Task statement:
What you return should be the complete data below, word for word, with no pictures in it.

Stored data
>>>>
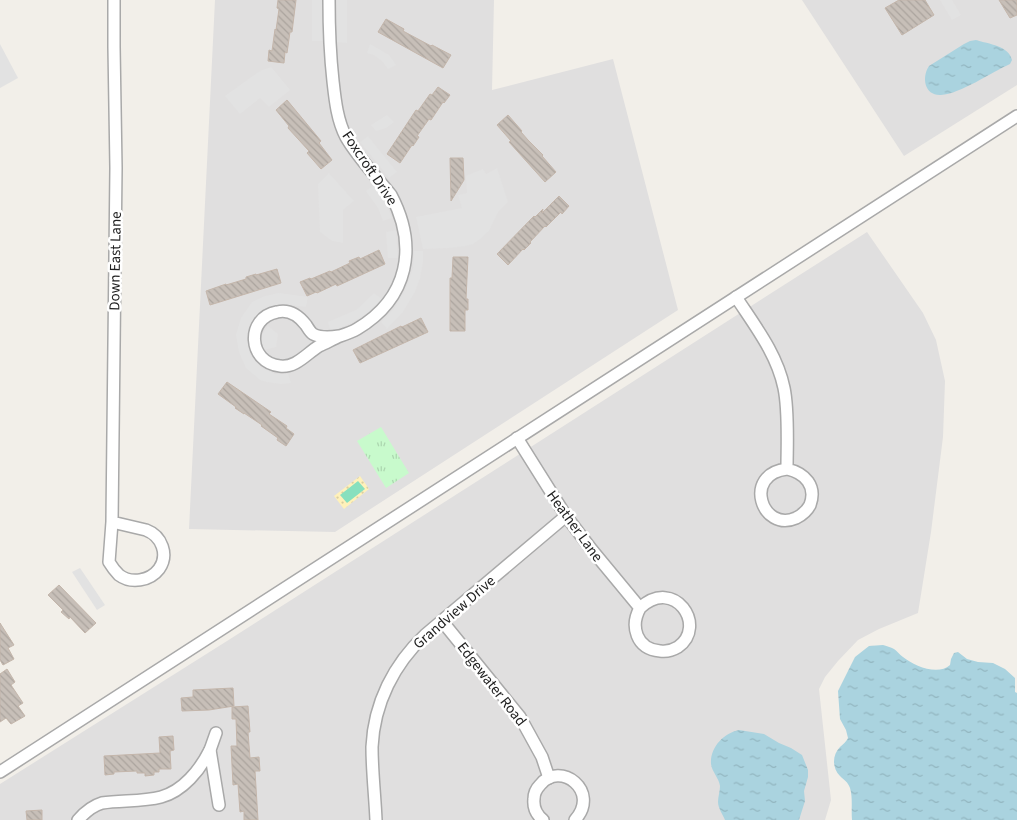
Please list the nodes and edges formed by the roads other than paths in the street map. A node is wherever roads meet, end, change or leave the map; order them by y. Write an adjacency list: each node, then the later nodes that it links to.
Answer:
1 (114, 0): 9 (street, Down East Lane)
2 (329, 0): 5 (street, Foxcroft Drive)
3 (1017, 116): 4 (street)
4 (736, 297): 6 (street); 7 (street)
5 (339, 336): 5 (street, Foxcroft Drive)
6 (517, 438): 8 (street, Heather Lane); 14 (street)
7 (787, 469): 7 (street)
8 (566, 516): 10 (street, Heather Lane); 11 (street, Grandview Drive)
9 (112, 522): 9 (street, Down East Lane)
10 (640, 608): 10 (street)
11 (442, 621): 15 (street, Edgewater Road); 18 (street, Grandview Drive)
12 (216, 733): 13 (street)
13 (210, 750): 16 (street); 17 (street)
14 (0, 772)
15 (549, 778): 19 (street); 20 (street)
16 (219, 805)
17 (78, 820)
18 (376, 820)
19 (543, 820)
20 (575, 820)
<<<<
Exercise output:
Please list the nodes and edges formed by the roads other than paths in the street map. A node is wherever roads meet, end, change or leave the map; order them by y. Write an adjacency list: each node, then the later nodes that it links to.
Answer:
1 (114, 0): 9 (street, Down East Lane)
2 (329, 0): 5 (street, Foxcroft Drive)
3 (1017, 116): 4 (street)
4 (736, 297): 6 (street); 7 (street)
5 (339, 336): 5 (street, Foxcroft Drive)
6 (517, 438): 8 (street, Heather Lane); 14 (street)
7 (787, 469): 7 (street)
8 (566, 516): 10 (street, Heather Lane); 11 (street, Grandview Drive)
9 (112, 522): 9 (street, Down East Lane)
10 (640, 608): 10 (street)
11 (442, 621): 15 (street, Edgewater Road); 18 (street, Grandview Drive)
12 (216, 733): 13 (street)
13 (210, 750): 16 (street); 17 (street)
14 (0, 772)
15 (549, 778): 19 (street); 20 (street)
16 (219, 805)
17 (78, 820)
18 (376, 820)
19 (543, 820)
20 (575, 820)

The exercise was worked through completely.